**Activity:** When a line in the entries contains the word "Manuel", copy that line in full.

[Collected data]
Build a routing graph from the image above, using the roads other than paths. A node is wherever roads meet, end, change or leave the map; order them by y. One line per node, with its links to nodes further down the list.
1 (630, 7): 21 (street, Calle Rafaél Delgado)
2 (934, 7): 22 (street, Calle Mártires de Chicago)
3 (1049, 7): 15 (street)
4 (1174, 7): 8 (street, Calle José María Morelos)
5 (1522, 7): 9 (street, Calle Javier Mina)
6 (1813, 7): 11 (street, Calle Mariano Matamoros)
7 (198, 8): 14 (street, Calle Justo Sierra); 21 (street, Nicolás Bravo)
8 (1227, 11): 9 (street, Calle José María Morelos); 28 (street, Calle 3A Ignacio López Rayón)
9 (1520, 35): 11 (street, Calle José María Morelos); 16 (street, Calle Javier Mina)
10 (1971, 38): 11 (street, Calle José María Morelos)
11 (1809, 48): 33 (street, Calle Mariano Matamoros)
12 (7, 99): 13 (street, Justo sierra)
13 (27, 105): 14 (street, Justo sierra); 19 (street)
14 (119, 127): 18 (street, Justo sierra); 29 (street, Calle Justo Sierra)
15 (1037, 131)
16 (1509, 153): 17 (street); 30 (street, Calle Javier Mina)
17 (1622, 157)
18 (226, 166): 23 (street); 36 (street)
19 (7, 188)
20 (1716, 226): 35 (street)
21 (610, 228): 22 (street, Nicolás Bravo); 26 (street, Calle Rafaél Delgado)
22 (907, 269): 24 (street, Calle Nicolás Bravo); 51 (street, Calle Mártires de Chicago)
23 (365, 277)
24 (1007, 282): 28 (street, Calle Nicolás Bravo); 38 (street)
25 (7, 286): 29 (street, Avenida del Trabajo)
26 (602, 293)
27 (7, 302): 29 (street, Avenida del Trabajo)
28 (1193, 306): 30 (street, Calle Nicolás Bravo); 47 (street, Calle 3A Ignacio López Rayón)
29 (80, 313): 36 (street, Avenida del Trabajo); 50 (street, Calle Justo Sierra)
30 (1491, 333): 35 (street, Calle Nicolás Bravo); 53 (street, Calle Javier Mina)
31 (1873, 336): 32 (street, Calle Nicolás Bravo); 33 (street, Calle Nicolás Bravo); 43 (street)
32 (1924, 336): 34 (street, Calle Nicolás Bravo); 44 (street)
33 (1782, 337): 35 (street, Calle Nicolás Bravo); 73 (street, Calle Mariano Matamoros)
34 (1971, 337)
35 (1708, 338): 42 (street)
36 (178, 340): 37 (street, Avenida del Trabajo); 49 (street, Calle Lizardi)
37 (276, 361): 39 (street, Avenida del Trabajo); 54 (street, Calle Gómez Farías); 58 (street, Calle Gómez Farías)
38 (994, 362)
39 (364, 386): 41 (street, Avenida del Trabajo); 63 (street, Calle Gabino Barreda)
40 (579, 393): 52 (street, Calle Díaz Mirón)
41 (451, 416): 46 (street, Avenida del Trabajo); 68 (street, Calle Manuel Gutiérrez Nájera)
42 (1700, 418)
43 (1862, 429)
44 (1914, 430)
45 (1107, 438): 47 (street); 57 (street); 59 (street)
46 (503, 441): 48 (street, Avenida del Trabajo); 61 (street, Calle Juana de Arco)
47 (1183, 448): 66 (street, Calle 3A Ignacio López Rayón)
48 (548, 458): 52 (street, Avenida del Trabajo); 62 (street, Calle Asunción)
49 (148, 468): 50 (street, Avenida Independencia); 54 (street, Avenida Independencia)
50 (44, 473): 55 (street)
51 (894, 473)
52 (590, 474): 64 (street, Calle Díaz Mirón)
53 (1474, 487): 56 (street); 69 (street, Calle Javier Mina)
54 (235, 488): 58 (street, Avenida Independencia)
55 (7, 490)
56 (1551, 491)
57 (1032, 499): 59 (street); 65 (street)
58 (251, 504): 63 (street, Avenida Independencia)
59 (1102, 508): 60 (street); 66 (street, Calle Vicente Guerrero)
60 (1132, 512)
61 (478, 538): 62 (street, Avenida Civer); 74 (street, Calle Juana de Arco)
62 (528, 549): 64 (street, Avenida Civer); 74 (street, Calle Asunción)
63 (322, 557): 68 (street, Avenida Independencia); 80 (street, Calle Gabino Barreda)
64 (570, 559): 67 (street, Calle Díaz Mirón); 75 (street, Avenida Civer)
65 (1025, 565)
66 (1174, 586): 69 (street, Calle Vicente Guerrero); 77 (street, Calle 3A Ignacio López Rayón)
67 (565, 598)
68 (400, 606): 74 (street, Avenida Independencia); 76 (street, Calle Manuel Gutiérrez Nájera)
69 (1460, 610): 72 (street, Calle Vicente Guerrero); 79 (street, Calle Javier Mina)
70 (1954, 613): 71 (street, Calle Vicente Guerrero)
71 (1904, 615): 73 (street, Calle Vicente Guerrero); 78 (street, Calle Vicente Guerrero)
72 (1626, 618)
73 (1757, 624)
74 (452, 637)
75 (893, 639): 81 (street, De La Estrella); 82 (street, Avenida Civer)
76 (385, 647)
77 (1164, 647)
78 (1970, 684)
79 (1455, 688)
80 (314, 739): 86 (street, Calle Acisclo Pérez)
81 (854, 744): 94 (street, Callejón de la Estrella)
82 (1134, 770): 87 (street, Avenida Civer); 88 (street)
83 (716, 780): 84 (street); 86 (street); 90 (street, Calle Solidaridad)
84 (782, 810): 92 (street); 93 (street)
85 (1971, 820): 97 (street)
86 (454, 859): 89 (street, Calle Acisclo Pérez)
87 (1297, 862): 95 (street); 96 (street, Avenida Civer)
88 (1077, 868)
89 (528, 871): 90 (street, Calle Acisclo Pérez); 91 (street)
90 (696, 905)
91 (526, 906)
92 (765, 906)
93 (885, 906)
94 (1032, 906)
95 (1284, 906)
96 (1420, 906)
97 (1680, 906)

**Response to this task:**
41 (451, 416): 46 (street, Avenida del Trabajo); 68 (street, Calle Manuel Gutiérrez Nájera)
68 (400, 606): 74 (street, Avenida Independencia); 76 (street, Calle Manuel Gutiérrez Nájera)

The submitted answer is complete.